Ist Ihre Karriere gradlinig verlaufen – und wie haben Sie eventuelle Umwege und Durststrecken bewältigt?

Aus der Perspektive des Erfolges stellen sich mitunter auch noch die »dornichten« Pfade und Umwege als wichtige und wunderbare Vorstufen des Erreichten dar... . Ich habe neben dem Studium als Journalistin gearbeitet - das war durchaus anstrengend, aber es hat mir immerhin die Sicherheit gegeben, dass ein Berufsleben außerhalb der Hochschule möglich und befriedigend ist. Promoviert habe ich mit Kind und zunächst als alleinerziehende Mutter, auf der Grundlage von einigen Stipendien, einer ganzen Reihe von befristeten Verträgen und ziemlich philosophiefernen Jobs. Durststrecken? Immer wieder. Was tun? Weitermachen.

Akademische Karrieren sind oftmals von einem großen Maß an Unsicherheit geprägt. War das bei Ihnen auch der Fall – und wie sind Sie damit umgegangen?

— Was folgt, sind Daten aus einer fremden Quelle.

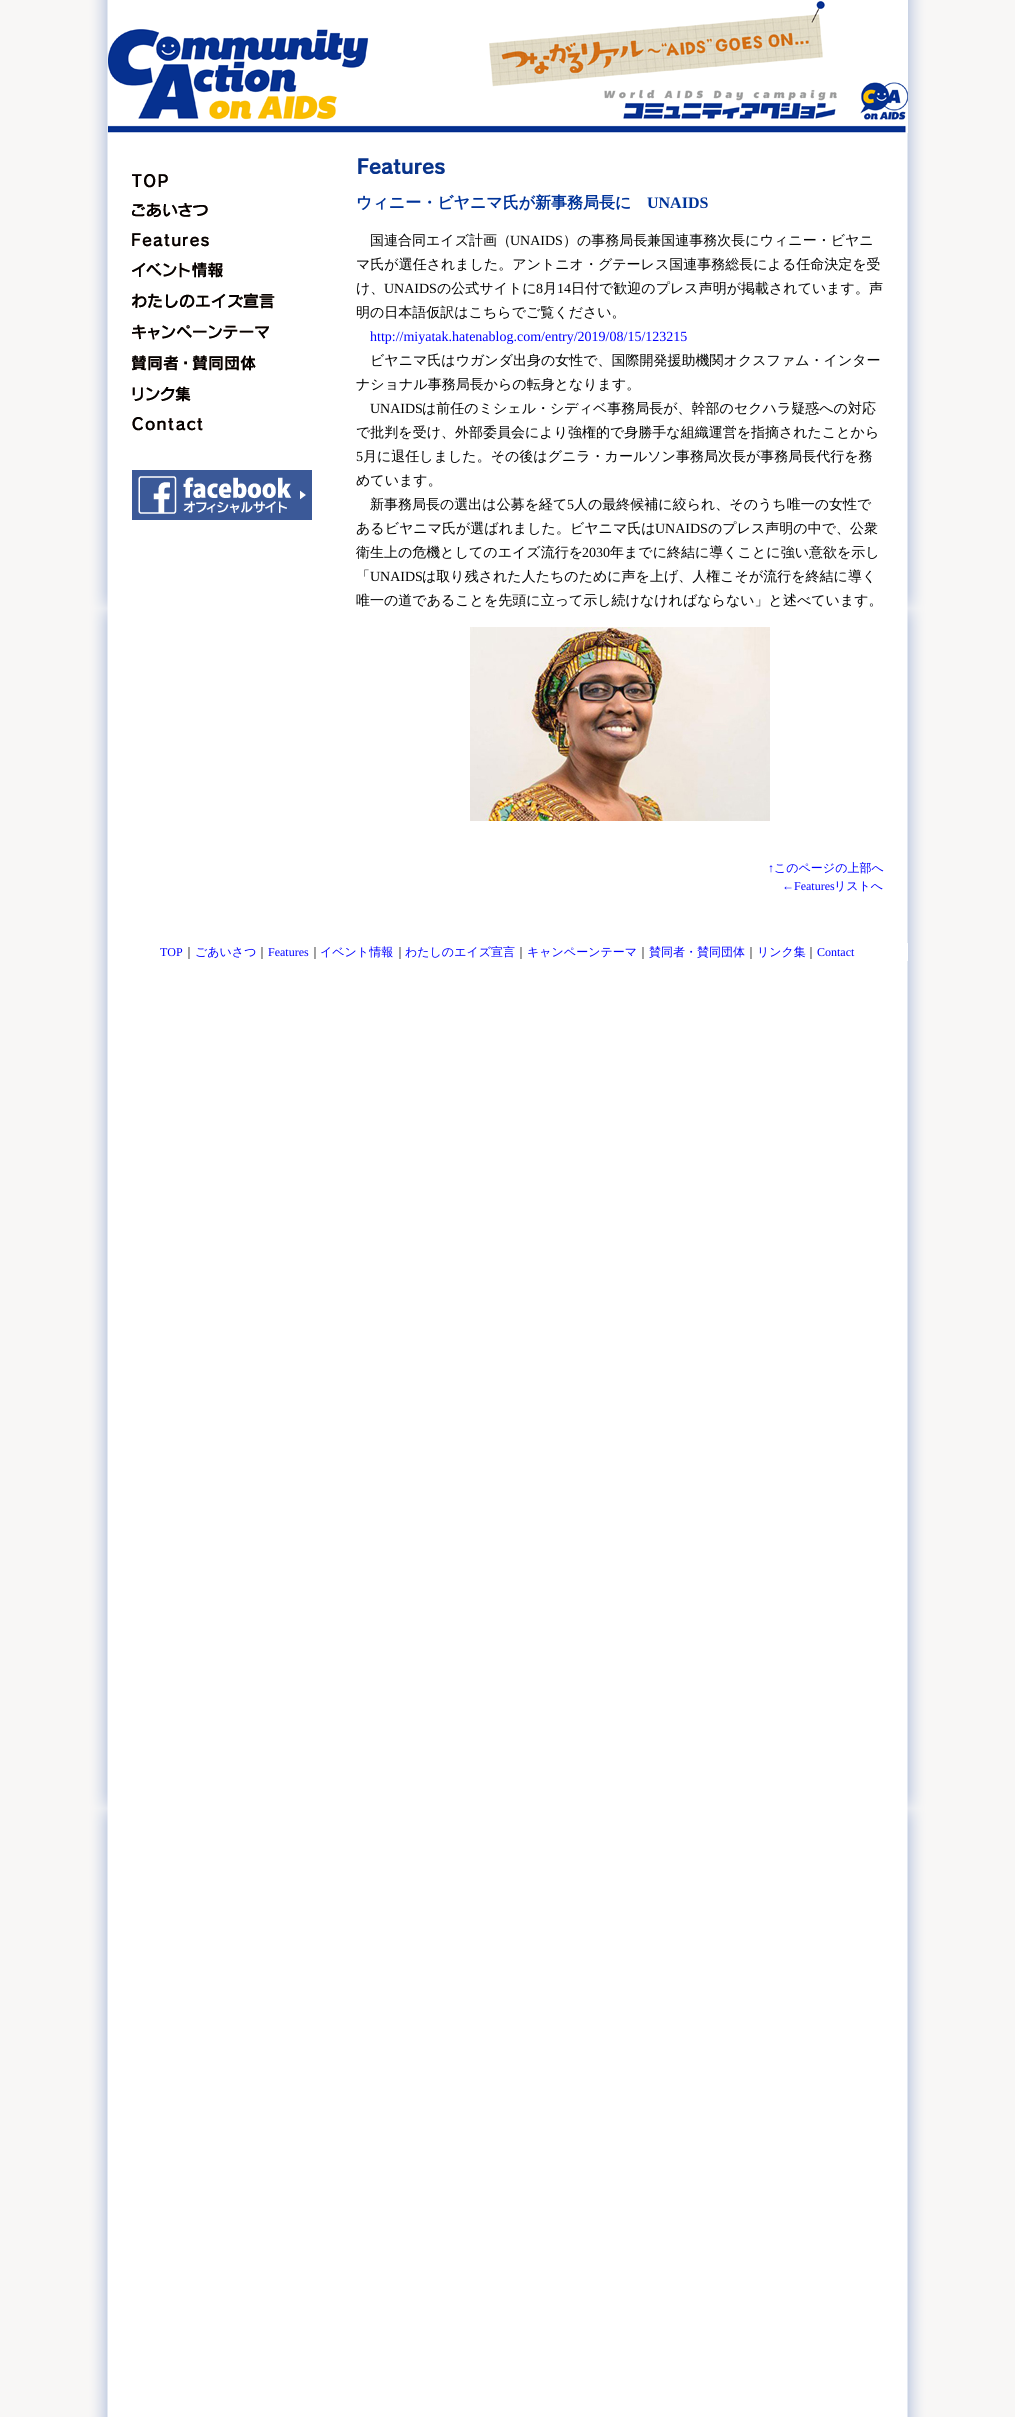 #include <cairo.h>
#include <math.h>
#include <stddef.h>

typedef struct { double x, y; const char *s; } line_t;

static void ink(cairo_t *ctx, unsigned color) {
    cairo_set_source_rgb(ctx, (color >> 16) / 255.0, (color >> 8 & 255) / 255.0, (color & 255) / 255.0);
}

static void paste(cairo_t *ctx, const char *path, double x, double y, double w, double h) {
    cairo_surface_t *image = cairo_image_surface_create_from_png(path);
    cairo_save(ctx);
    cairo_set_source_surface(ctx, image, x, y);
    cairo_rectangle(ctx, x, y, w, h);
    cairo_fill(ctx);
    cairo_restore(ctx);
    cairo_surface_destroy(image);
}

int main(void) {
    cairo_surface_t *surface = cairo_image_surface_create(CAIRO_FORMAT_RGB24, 1015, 2417);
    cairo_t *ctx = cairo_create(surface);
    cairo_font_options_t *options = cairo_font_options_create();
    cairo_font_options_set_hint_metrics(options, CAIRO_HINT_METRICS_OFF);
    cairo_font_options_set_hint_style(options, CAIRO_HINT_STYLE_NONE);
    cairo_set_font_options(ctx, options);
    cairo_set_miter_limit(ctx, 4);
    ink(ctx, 0xFFFFFF);
    cairo_paint(ctx);
    paste(ctx, "media/1.png", 0, 0, 1015, 2417);
    paste(ctx, "media/2.png", 108, 0, 800, 133);
    paste(ctx, "media/3.png", 132, 174, 36, 14);
    paste(ctx, "media/4.png", 132, 203, 76, 14);
    paste(ctx, "media/5.png", 132, 233, 77, 14);
    paste(ctx, "media/6.png", 132, 262, 91, 16);
    paste(ctx, "media/7.png", 132, 293, 143, 16);
    paste(ctx, "media/8.png", 132, 324, 137, 16);
    paste(ctx, "media/9.png", 132, 355, 124, 16);
    paste(ctx, "media/10.png", 132, 386, 59, 16);
    paste(ctx, "media/11.png", 132, 417, 71, 14);
    paste(ctx, "media/12.png", 132, 470, 180, 50);
    paste(ctx, "media/13.png", 358, 158, 87, 16);
    cairo_select_font_face(ctx, "WenQuanYi Zen Hei", CAIRO_FONT_SLANT_NORMAL, CAIRO_FONT_WEIGHT_BOLD);
    cairo_set_font_size(ctx, 16);
    ink(ctx, 0x003399);
    cairo_move_to(ctx, 356, 208);
    cairo_show_text(ctx, "ウィニー・ビヤニマ氏が新事務局長に");
    cairo_select_font_face(ctx, "Liberation Serif", CAIRO_FONT_SLANT_NORMAL, CAIRO_FONT_WEIGHT_BOLD);
    cairo_move_to(ctx, 647, 208);
    cairo_show_text(ctx, "UNAIDS");
    cairo_select_font_face(ctx, "WenQuanYi Zen Hei Medium", CAIRO_FONT_SLANT_NORMAL, CAIRO_FONT_WEIGHT_NORMAL);
    cairo_set_font_size(ctx, 14);
    ink(ctx, 0x000000);
    cairo_move_to(ctx, 370, 245);
    cairo_show_text(ctx, "国連合同エイズ計画（");
    cairo_select_font_face(ctx, "Liberation Serif", CAIRO_FONT_SLANT_NORMAL, CAIRO_FONT_WEIGHT_NORMAL);
    cairo_move_to(ctx, 510, 245);
    cairo_show_text(ctx, "UNAIDS");
    cairo_select_font_face(ctx, "WenQuanYi Zen Hei Medium", CAIRO_FONT_SLANT_NORMAL, CAIRO_FONT_WEIGHT_NORMAL);
    {
        static const line_t items[] = {
            {563, 245, "）の事務局長兼国連事務次長にウィニー・ビヤニ"},
            {356, 269, "マ氏が選任されました。アントニオ・グテーレス国連事務総長による任命決定を受"},
            {356, 293, "け、"},
        };
        for (size_t i = 0; i < sizeof items / sizeof *items; i++) {
            cairo_move_to(ctx, items[i].x, items[i].y);
            cairo_show_text(ctx, items[i].s);
        }
    }
    cairo_select_font_face(ctx, "Liberation Serif", CAIRO_FONT_SLANT_NORMAL, CAIRO_FONT_WEIGHT_NORMAL);
    cairo_move_to(ctx, 384, 293);
    cairo_show_text(ctx, "UNAIDS");
    cairo_select_font_face(ctx, "WenQuanYi Zen Hei Medium", CAIRO_FONT_SLANT_NORMAL, CAIRO_FONT_WEIGHT_NORMAL);
    cairo_move_to(ctx, 437, 293);
    cairo_show_text(ctx, "の公式サイトに");
    cairo_select_font_face(ctx, "Liberation Serif", CAIRO_FONT_SLANT_NORMAL, CAIRO_FONT_WEIGHT_NORMAL);
    cairo_move_to(ctx, 536, 293);
    cairo_show_text(ctx, "8");
    cairo_select_font_face(ctx, "WenQuanYi Zen Hei Medium", CAIRO_FONT_SLANT_NORMAL, CAIRO_FONT_WEIGHT_NORMAL);
    cairo_move_to(ctx, 543, 293);
    cairo_show_text(ctx, "月");
    cairo_select_font_face(ctx, "Liberation Serif", CAIRO_FONT_SLANT_NORMAL, CAIRO_FONT_WEIGHT_NORMAL);
    cairo_move_to(ctx, 557, 293);
    cairo_show_text(ctx, "14");
    cairo_select_font_face(ctx, "WenQuanYi Zen Hei Medium", CAIRO_FONT_SLANT_NORMAL, CAIRO_FONT_WEIGHT_NORMAL);
    cairo_move_to(ctx, 571, 293);
    cairo_show_text(ctx, "日付で歓迎のプレス声明が掲載されています。声");
    cairo_move_to(ctx, 356, 317);
    cairo_show_text(ctx, "明の日本語仮訳はこちらでご覧ください。");
    cairo_select_font_face(ctx, "Liberation Serif", CAIRO_FONT_SLANT_NORMAL, CAIRO_FONT_WEIGHT_NORMAL);
    ink(ctx, 0x0000FF);
    cairo_move_to(ctx, 370, 341);
    cairo_show_text(ctx, "http://miyatak.hatenablog.com/entry/2019/08/15/123215");
    cairo_select_font_face(ctx, "WenQuanYi Zen Hei Medium", CAIRO_FONT_SLANT_NORMAL, CAIRO_FONT_WEIGHT_NORMAL);
    ink(ctx, 0x000000);
    cairo_move_to(ctx, 370, 365);
    cairo_show_text(ctx, "ビヤニマ氏はウガンダ出身の女性で、国際開発援助機関オクスファム・インター");
    cairo_move_to(ctx, 356, 389);
    cairo_show_text(ctx, "ナショナル事務局長からの転身となります。");
    cairo_select_font_face(ctx, "Liberation Serif", CAIRO_FONT_SLANT_NORMAL, CAIRO_FONT_WEIGHT_NORMAL);
    cairo_move_to(ctx, 370, 413);
    cairo_show_text(ctx, "UNAIDS");
    cairo_select_font_face(ctx, "WenQuanYi Zen Hei Medium", CAIRO_FONT_SLANT_NORMAL, CAIRO_FONT_WEIGHT_NORMAL);
    cairo_move_to(ctx, 422, 413);
    cairo_show_text(ctx, "は前任のミシェル・シディベ事務局長が、幹部のセクハラ疑惑への対応");
    cairo_move_to(ctx, 356, 437);
    cairo_show_text(ctx, "で批判を受け、外部委員会により強権的で身勝手な組織運営を指摘されたことから");
    cairo_select_font_face(ctx, "Liberation Serif", CAIRO_FONT_SLANT_NORMAL, CAIRO_FONT_WEIGHT_NORMAL);
    cairo_move_to(ctx, 356, 461);
    cairo_show_text(ctx, "5");
    cairo_select_font_face(ctx, "WenQuanYi Zen Hei Medium", CAIRO_FONT_SLANT_NORMAL, CAIRO_FONT_WEIGHT_NORMAL);
    {
        static const line_t items[] = {
            {363, 461, "月に退任しました。その後はグニラ・カールソン事務局次長が事務局長代行を務"},
            {356, 485, "めています。"},
            {370, 509, "新事務局長の選出は公募を経て"},
        };
        for (size_t i = 0; i < sizeof items / sizeof *items; i++) {
            cairo_move_to(ctx, items[i].x, items[i].y);
            cairo_show_text(ctx, items[i].s);
        }
    }
    cairo_select_font_face(ctx, "Liberation Serif", CAIRO_FONT_SLANT_NORMAL, CAIRO_FONT_WEIGHT_NORMAL);
    cairo_move_to(ctx, 567, 509);
    cairo_show_text(ctx, "5");
    cairo_select_font_face(ctx, "WenQuanYi Zen Hei Medium", CAIRO_FONT_SLANT_NORMAL, CAIRO_FONT_WEIGHT_NORMAL);
    cairo_move_to(ctx, 574, 509);
    cairo_show_text(ctx, "人の最終候補に絞られ、そのうち唯一の女性で");
    cairo_move_to(ctx, 356, 533);
    cairo_show_text(ctx, "あるビヤニマ氏が選ばれました。ビヤニマ氏は");
    cairo_select_font_face(ctx, "Liberation Serif", CAIRO_FONT_SLANT_NORMAL, CAIRO_FONT_WEIGHT_NORMAL);
    cairo_move_to(ctx, 655, 533);
    cairo_show_text(ctx, "UNAIDS");
    cairo_select_font_face(ctx, "WenQuanYi Zen Hei Medium", CAIRO_FONT_SLANT_NORMAL, CAIRO_FONT_WEIGHT_NORMAL);
    cairo_move_to(ctx, 708, 533);
    cairo_show_text(ctx, "のプレス声明の中で、公衆");
    cairo_move_to(ctx, 356, 557);
    cairo_show_text(ctx, "衛生上の危機としてのエイズ流行を");
    cairo_select_font_face(ctx, "Liberation Serif", CAIRO_FONT_SLANT_NORMAL, CAIRO_FONT_WEIGHT_NORMAL);
    cairo_move_to(ctx, 582, 557);
    cairo_show_text(ctx, "2030");
    cairo_select_font_face(ctx, "WenQuanYi Zen Hei Medium", CAIRO_FONT_SLANT_NORMAL, CAIRO_FONT_WEIGHT_NORMAL);
    cairo_move_to(ctx, 610, 557);
    cairo_show_text(ctx, "年までに終結に導くことに強い意欲を示し");
    cairo_move_to(ctx, 356, 581);
    cairo_show_text(ctx, "「");
    cairo_select_font_face(ctx, "Liberation Serif", CAIRO_FONT_SLANT_NORMAL, CAIRO_FONT_WEIGHT_NORMAL);
    cairo_move_to(ctx, 370, 581);
    cairo_show_text(ctx, "UNAIDS");
    cairo_select_font_face(ctx, "WenQuanYi Zen Hei Medium", CAIRO_FONT_SLANT_NORMAL, CAIRO_FONT_WEIGHT_NORMAL);
    cairo_move_to(ctx, 422, 581);
    cairo_show_text(ctx, "は取り残された人たちのために声を上げ、人権こそが流行を終結に導く");
    cairo_move_to(ctx, 356, 605);
    cairo_show_text(ctx, "唯一の道であることを先頭に立って示し続けなければならない」と述べています。");
    paste(ctx, "media/14.png", 470, 627, 300, 194);
    cairo_select_font_face(ctx, "Liberation Serif", CAIRO_FONT_SLANT_NORMAL, CAIRO_FONT_WEIGHT_NORMAL);
    cairo_set_font_size(ctx, 12);
    ink(ctx, 0x0000FF);
    cairo_move_to(ctx, 768, 872);
    cairo_show_text(ctx, "↑");
    cairo_select_font_face(ctx, "WenQuanYi Zen Hei Medium", CAIRO_FONT_SLANT_NORMAL, CAIRO_FONT_WEIGHT_NORMAL);
    cairo_move_to(ctx, 774, 872);
    cairo_show_text(ctx, "このページの上部へ");
    cairo_select_font_face(ctx, "Liberation Serif", CAIRO_FONT_SLANT_NORMAL, CAIRO_FONT_WEIGHT_NORMAL);
    cairo_move_to(ctx, 782, 890);
    cairo_show_text(ctx, "←Features");
    cairo_select_font_face(ctx, "WenQuanYi Zen Hei Medium", CAIRO_FONT_SLANT_NORMAL, CAIRO_FONT_WEIGHT_NORMAL);
    cairo_move_to(ctx, 834, 890);
    cairo_show_text(ctx, "リストへ");
    ink(ctx, 0xFFFFFF);
    cairo_rectangle(ctx, 907, 943, 1, 18);
    cairo_fill(ctx);
    cairo_select_font_face(ctx, "Liberation Serif", CAIRO_FONT_SLANT_NORMAL, CAIRO_FONT_WEIGHT_NORMAL);
    ink(ctx, 0x0000FF);
    cairo_move_to(ctx, 160, 956);
    cairo_show_text(ctx, "TOP");
    cairo_select_font_face(ctx, "WenQuanYi Zen Hei Medium", CAIRO_FONT_SLANT_NORMAL, CAIRO_FONT_WEIGHT_NORMAL);
    ink(ctx, 0x000000);
    cairo_move_to(ctx, 183, 956);
    cairo_show_text(ctx, "｜");
    ink(ctx, 0x0000FF);
    cairo_move_to(ctx, 195, 956);
    cairo_show_text(ctx, "ごあいさつ");
    ink(ctx, 0x000000);
    cairo_move_to(ctx, 256, 956);
    cairo_show_text(ctx, "｜");
    cairo_select_font_face(ctx, "Liberation Serif", CAIRO_FONT_SLANT_NORMAL, CAIRO_FONT_WEIGHT_NORMAL);
    ink(ctx, 0x0000FF);
    cairo_move_to(ctx, 268, 956);
    cairo_show_text(ctx, "Features");
    cairo_select_font_face(ctx, "WenQuanYi Zen Hei Medium", CAIRO_FONT_SLANT_NORMAL, CAIRO_FONT_WEIGHT_NORMAL);
    ink(ctx, 0x000000);
    cairo_move_to(ctx, 309, 956);
    cairo_show_text(ctx, "｜");
    ink(ctx, 0x0000FF);
    cairo_move_to(ctx, 320, 956);
    cairo_show_text(ctx, "イベント情報");
    ink(ctx, 0x000000);
    cairo_move_to(ctx, 394, 956);
    cairo_show_text(ctx, "｜");
    ink(ctx, 0x0000FF);
    cairo_move_to(ctx, 405, 956);
    cairo_show_text(ctx, "わたしのエイズ宣言");
    ink(ctx, 0x000000);
    cairo_move_to(ctx, 515, 956);
    cairo_show_text(ctx, "｜");
    ink(ctx, 0x0000FF);
    cairo_move_to(ctx, 527, 956);
    cairo_show_text(ctx, "キャンペーンテーマ");
    ink(ctx, 0x000000);
    cairo_move_to(ctx, 637, 956);
    cairo_show_text(ctx, "｜");
    ink(ctx, 0x0000FF);
    cairo_move_to(ctx, 649, 956);
    cairo_show_text(ctx, "賛同者・賛同団体");
    ink(ctx, 0x000000);
    cairo_move_to(ctx, 745, 956);
    cairo_show_text(ctx, "｜");
    ink(ctx, 0x0000FF);
    cairo_move_to(ctx, 757, 956);
    cairo_show_text(ctx, "リンク集");
    ink(ctx, 0x000000);
    cairo_move_to(ctx, 805, 956);
    cairo_show_text(ctx, "｜");
    cairo_select_font_face(ctx, "Liberation Serif", CAIRO_FONT_SLANT_NORMAL, CAIRO_FONT_WEIGHT_NORMAL);
    ink(ctx, 0x0000FF);
    cairo_move_to(ctx, 817, 956);
    cairo_show_text(ctx, "Contact");
    cairo_surface_write_to_png(surface, "image.png");
    cairo_font_options_destroy(options);
    cairo_destroy(ctx);
    cairo_surface_destroy(surface);
    return 0;
}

It's better to be an optimist.

Für wie wichtig halten Sie Networking in Ihrem Beruf? Gibt es eine besondere Strategie, die Sie dabei verfolgen?

Wenn man fachliche Themen und Interessen teilt, sich in der Anwesenheit der/des Andern wohl fühlt und intellektuell entfalten kann, wenn man das Gegenüber integer findet - das scheinen mir gute Gründe zu sein, um Kontakt aufzunehmen - und diesen dann auch zu pflegen. Ist dies mit Networking gemeint, dann halte ich es für eine wichtige Sache. Aber eine Verbindung nur aus strategischen Gründen ohne sachliche Substanz herzustellen, ist meines Erachtens wenig sinnvoll und bringt auf lange Sicht niemanden weiter.

Wie schaffen Sie es, einen solch anspruchsvollen und fordernden Beruf mit dem Privatleben in Einklang zu bringen?

Das ist eine Daueraufgabe und erfordert ein permanentes Ringen. Ich finde es schwierig und erlebe immer wieder, dass ich zu viele Anfragen zusage und zu viele Verpflichtungen übernehme - und dabei notorisch unterschätze, dass alles, einfach alles immer länger braucht als man (jedenfalls ich) denkt. Ich versuche dran zu bleiben und nicht im Strudel zu vergessen, was wirklich wichtig ist.

Ihre Tipps für Nachwuchswissenschaftlerinnen: Was sollten sie keinesfalls versäumen zu tun? Und was sollten sie unbedingt vermeiden?

Augen auf und durch! Es gibt keine Patentrezepte - aber es ist gewiss hilfreich, sich zusammenzutun, sich auszutauschen, sich gegenseitig zu unterstützen. Die »Shine Theory« (Ann Friedman) verfolgt ganz in diesem Sinne das originelle Motto »I don’t shine if you don’t shine«. Vielleicht kann man damit ein wenig der - zumindest in der Philosophie immer noch verbreiteten - Attitüde der »Fremdwertnegation« entgegenwirken; und dem Irrtum, dass Diskriminierung und Benachteiligung von Frauen das Problem von Individuen seien, und sie individuell gelöst werden könnten.

Sind Wissenschaftlerinnen an der Universität Jena gut aufgehoben? Was macht die Universität Jena für Sie attraktiv?

Jena ist eine wunderbare Stadt in einer herrlichen Landschaft und in einer interessanten Umgebung. Ich fühle mich an der Universität, am Institut und an der Fakultät sehr wohl. Die Studierenden sind offen und lebendig. Und ich merke, dass sich die Uni um die Frauenförderung bemüht und nach Kräften Initiativen unterstützt, die den politischen Kampf um Gleichstellung und Gendergerechtigkeit verfolgen. Mindestens das ist attraktiv.